Collected data:
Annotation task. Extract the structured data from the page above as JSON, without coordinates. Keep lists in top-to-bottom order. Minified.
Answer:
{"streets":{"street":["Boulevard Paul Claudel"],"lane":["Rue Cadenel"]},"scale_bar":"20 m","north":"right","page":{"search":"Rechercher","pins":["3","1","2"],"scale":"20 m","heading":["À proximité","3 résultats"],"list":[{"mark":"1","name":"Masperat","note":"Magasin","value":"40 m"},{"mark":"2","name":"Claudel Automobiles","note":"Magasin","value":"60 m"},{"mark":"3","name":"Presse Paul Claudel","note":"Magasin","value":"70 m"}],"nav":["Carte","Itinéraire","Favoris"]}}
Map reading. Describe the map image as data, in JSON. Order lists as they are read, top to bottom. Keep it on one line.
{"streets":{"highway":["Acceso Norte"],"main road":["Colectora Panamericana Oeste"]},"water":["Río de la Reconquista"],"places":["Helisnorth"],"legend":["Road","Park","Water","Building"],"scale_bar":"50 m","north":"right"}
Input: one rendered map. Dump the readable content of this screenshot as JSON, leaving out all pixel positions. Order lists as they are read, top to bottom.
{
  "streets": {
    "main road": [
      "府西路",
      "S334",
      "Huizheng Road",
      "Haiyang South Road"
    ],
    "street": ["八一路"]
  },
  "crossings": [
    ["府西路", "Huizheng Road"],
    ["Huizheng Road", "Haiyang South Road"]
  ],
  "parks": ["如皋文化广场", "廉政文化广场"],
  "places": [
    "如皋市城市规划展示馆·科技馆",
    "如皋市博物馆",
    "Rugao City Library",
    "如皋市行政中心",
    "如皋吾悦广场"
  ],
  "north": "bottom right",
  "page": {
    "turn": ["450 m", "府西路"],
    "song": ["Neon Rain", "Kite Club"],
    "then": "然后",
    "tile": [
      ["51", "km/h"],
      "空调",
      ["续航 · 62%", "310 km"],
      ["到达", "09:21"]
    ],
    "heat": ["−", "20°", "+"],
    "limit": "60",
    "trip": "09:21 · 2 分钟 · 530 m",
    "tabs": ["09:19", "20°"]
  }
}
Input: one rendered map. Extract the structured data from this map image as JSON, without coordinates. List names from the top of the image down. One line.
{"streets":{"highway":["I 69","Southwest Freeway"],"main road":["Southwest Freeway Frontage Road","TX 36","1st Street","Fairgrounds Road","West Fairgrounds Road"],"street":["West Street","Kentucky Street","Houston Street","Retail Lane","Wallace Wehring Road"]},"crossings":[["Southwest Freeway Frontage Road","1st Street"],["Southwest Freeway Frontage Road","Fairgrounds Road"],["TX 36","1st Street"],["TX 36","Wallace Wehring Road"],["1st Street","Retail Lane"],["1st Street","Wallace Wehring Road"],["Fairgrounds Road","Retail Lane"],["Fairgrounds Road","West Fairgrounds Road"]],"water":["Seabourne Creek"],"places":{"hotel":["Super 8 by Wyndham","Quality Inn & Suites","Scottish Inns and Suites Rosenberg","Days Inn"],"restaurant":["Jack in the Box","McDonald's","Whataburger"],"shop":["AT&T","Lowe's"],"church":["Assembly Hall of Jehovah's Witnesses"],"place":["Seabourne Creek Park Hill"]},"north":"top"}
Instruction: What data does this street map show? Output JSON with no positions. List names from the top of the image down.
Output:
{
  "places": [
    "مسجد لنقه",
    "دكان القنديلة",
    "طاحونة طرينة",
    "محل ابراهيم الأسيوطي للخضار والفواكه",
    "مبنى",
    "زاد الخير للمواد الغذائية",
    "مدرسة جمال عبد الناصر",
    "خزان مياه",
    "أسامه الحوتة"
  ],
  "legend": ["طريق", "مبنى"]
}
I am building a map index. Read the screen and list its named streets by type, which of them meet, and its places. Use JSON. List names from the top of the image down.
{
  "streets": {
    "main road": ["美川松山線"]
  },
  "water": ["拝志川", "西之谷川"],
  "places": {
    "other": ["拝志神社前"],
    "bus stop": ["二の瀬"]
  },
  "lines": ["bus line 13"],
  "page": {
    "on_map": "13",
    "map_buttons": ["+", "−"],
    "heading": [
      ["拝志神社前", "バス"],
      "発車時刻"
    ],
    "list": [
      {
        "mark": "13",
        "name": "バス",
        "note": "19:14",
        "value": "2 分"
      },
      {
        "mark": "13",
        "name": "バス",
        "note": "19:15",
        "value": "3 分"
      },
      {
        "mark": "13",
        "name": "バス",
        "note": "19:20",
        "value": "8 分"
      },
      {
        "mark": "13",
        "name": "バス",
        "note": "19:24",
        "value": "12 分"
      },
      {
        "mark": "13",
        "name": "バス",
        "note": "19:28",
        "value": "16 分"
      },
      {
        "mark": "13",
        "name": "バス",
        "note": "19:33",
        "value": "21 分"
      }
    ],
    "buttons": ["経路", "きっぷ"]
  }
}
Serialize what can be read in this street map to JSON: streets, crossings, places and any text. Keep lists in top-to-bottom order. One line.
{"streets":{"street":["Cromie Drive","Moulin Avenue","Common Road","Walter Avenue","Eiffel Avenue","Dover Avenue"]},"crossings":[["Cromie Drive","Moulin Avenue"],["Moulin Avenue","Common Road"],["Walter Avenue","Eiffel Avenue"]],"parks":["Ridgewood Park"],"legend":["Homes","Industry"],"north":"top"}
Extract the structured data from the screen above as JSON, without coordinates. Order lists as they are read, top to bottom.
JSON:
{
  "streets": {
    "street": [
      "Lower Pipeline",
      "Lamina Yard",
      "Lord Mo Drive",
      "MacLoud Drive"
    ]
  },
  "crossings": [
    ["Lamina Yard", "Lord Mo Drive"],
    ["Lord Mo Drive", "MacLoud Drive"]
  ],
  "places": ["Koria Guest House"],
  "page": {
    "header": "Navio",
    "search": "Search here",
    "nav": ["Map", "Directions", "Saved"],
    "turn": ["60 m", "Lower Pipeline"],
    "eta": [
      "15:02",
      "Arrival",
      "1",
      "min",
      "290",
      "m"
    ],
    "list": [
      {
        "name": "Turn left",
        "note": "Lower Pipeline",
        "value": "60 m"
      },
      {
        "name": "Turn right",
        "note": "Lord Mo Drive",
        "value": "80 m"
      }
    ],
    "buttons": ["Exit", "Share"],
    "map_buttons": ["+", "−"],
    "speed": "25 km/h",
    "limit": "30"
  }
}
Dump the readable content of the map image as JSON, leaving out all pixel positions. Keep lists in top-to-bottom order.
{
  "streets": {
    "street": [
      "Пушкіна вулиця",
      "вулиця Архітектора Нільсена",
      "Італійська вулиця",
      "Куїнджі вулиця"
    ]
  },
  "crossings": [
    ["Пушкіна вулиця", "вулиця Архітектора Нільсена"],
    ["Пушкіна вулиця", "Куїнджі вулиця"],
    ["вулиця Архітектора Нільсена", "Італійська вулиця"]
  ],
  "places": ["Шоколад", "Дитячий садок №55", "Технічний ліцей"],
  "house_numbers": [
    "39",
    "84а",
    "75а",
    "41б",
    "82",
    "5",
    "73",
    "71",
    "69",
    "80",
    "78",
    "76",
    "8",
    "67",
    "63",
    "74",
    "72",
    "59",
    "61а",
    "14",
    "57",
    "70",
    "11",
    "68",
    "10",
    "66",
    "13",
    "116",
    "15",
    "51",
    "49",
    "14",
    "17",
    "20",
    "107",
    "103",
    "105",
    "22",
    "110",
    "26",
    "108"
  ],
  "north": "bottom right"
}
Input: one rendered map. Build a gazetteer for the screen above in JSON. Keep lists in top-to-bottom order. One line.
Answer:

## Work instructions:
All of the data shown above should be printed exactly as given.

## Problem solution:
Annotation task. Extract the structured data from the page above as JSON, without coordinates. Keep lists in top-to-bottom order. Minified.
Answer:
{"streets":{"street":["Boulevard Paul Claudel"],"lane":["Rue Cadenel"]},"scale_bar":"20 m","north":"right","page":{"search":"Rechercher","pins":["3","1","2"],"scale":"20 m","heading":["À proximité","3 résultats"],"list":[{"mark":"1","name":"Masperat","note":"Magasin","value":"40 m"},{"mark":"2","name":"Claudel Automobiles","note":"Magasin","value":"60 m"},{"mark":"3","name":"Presse Paul Claudel","note":"Magasin","value":"70 m"}],"nav":["Carte","Itinéraire","Favoris"]}}
Map reading. Describe the map image as data, in JSON. Order lists as they are read, top to bottom. Keep it on one line.
{"streets":{"highway":["Acceso Norte"],"main road":["Colectora Panamericana Oeste"]},"water":["Río de la Reconquista"],"places":["Helisnorth"],"legend":["Road","Park","Water","Building"],"scale_bar":"50 m","north":"right"}
Input: one rendered map. Dump the readable content of this screenshot as JSON, leaving out all pixel positions. Order lists as they are read, top to bottom.
{
  "streets": {
    "main road": [
      "府西路",
      "S334",
      "Huizheng Road",
      "Haiyang South Road"
    ],
    "street": ["八一路"]
  },
  "crossings": [
    ["府西路", "Huizheng Road"],
    ["Huizheng Road", "Haiyang South Road"]
  ],
  "parks": ["如皋文化广场", "廉政文化广场"],
  "places": [
    "如皋市城市规划展示馆·科技馆",
    "如皋市博物馆",
    "Rugao City Library",
    "如皋市行政中心",
    "如皋吾悦广场"
  ],
  "north": "bottom right",
  "page": {
    "turn": ["450 m", "府西路"],
    "song": ["Neon Rain", "Kite Club"],
    "then": "然后",
    "tile": [
      ["51", "km/h"],
      "空调",
      ["续航 · 62%", "310 km"],
      ["到达", "09:21"]
    ],
    "heat": ["−", "20°", "+"],
    "limit": "60",
    "trip": "09:21 · 2 分钟 · 530 m",
    "tabs": ["09:19", "20°"]
  }
}
Input: one rendered map. Extract the structured data from this map image as JSON, without coordinates. List names from the top of the image down. One line.
{"streets":{"highway":["I 69","Southwest Freeway"],"main road":["Southwest Freeway Frontage Road","TX 36","1st Street","Fairgrounds Road","West Fairgrounds Road"],"street":["West Street","Kentucky Street","Houston Street","Retail Lane","Wallace Wehring Road"]},"crossings":[["Southwest Freeway Frontage Road","1st Street"],["Southwest Freeway Frontage Road","Fairgrounds Road"],["TX 36","1st Street"],["TX 36","Wallace Wehring Road"],["1st Street","Retail Lane"],["1st Street","Wallace Wehring Road"],["Fairgrounds Road","Retail Lane"],["Fairgrounds Road","West Fairgrounds Road"]],"water":["Seabourne Creek"],"places":{"hotel":["Super 8 by Wyndham","Quality Inn & Suites","Scottish Inns and Suites Rosenberg","Days Inn"],"restaurant":["Jack in the Box","McDonald's","Whataburger"],"shop":["AT&T","Lowe's"],"church":["Assembly Hall of Jehovah's Witnesses"],"place":["Seabourne Creek Park Hill"]},"north":"top"}
Instruction: What data does this street map show? Output JSON with no positions. List names from the top of the image down.
Output:
{
  "places": [
    "مسجد لنقه",
    "دكان القنديلة",
    "طاحونة طرينة",
    "محل ابراهيم الأسيوطي للخضار والفواكه",
    "مبنى",
    "زاد الخير للمواد الغذائية",
    "مدرسة جمال عبد الناصر",
    "خزان مياه",
    "أسامه الحوتة"
  ],
  "legend": ["طريق", "مبنى"]
}
I am building a map index. Read the screen and list its named streets by type, which of them meet, and its places. Use JSON. List names from the top of the image down.
{
  "streets": {
    "main road": ["美川松山線"]
  },
  "water": ["拝志川", "西之谷川"],
  "places": {
    "other": ["拝志神社前"],
    "bus stop": ["二の瀬"]
  },
  "lines": ["bus line 13"],
  "page": {
    "on_map": "13",
    "map_buttons": ["+", "−"],
    "heading": [
      ["拝志神社前", "バス"],
      "発車時刻"
    ],
    "list": [
      {
        "mark": "13",
        "name": "バス",
        "note": "19:14",
        "value": "2 分"
      },
      {
        "mark": "13",
        "name": "バス",
        "note": "19:15",
        "value": "3 分"
      },
      {
        "mark": "13",
        "name": "バス",
        "note": "19:20",
        "value": "8 分"
      },
      {
        "mark": "13",
        "name": "バス",
        "note": "19:24",
        "value": "12 分"
      },
      {
        "mark": "13",
        "name": "バス",
        "note": "19:28",
        "value": "16 分"
      },
      {
        "mark": "13",
        "name": "バス",
        "note": "19:33",
        "value": "21 分"
      }
    ],
    "buttons": ["経路", "きっぷ"]
  }
}
Serialize what can be read in this street map to JSON: streets, crossings, places and any text. Keep lists in top-to-bottom order. One line.
{"streets":{"street":["Cromie Drive","Moulin Avenue","Common Road","Walter Avenue","Eiffel Avenue","Dover Avenue"]},"crossings":[["Cromie Drive","Moulin Avenue"],["Moulin Avenue","Common Road"],["Walter Avenue","Eiffel Avenue"]],"parks":["Ridgewood Park"],"legend":["Homes","Industry"],"north":"top"}
Extract the structured data from the screen above as JSON, without coordinates. Order lists as they are read, top to bottom.
JSON:
{
  "streets": {
    "street": [
      "Lower Pipeline",
      "Lamina Yard",
      "Lord Mo Drive",
      "MacLoud Drive"
    ]
  },
  "crossings": [
    ["Lamina Yard", "Lord Mo Drive"],
    ["Lord Mo Drive", "MacLoud Drive"]
  ],
  "places": ["Koria Guest House"],
  "page": {
    "header": "Navio",
    "search": "Search here",
    "nav": ["Map", "Directions", "Saved"],
    "turn": ["60 m", "Lower Pipeline"],
    "eta": [
      "15:02",
      "Arrival",
      "1",
      "min",
      "290",
      "m"
    ],
    "list": [
      {
        "name": "Turn left",
        "note": "Lower Pipeline",
        "value": "60 m"
      },
      {
        "name": "Turn right",
        "note": "Lord Mo Drive",
        "value": "80 m"
      }
    ],
    "buttons": ["Exit", "Share"],
    "map_buttons": ["+", "−"],
    "speed": "25 km/h",
    "limit": "30"
  }
}
Dump the readable content of the map image as JSON, leaving out all pixel positions. Keep lists in top-to-bottom order.
{
  "streets": {
    "street": [
      "Пушкіна вулиця",
      "вулиця Архітектора Нільсена",
      "Італійська вулиця",
      "Куїнджі вулиця"
    ]
  },
  "crossings": [
    ["Пушкіна вулиця", "вулиця Архітектора Нільсена"],
    ["Пушкіна вулиця", "Куїнджі вулиця"],
    ["вулиця Архітектора Нільсена", "Італійська вулиця"]
  ],
  "places": ["Шоколад", "Дитячий садок №55", "Технічний ліцей"],
  "house_numbers": [
    "39",
    "84а",
    "75а",
    "41б",
    "82",
    "5",
    "73",
    "71",
    "69",
    "80",
    "78",
    "76",
    "8",
    "67",
    "63",
    "74",
    "72",
    "59",
    "61а",
    "14",
    "57",
    "70",
    "11",
    "68",
    "10",
    "66",
    "13",
    "116",
    "15",
    "51",
    "49",
    "14",
    "17",
    "20",
    "107",
    "103",
    "105",
    "22",
    "110",
    "26",
    "108"
  ],
  "north": "bottom right"
}
Input: one rendered map. Build a gazetteer for the screen above in JSON. Keep lists in top-to-bottom order. One line.
Answer:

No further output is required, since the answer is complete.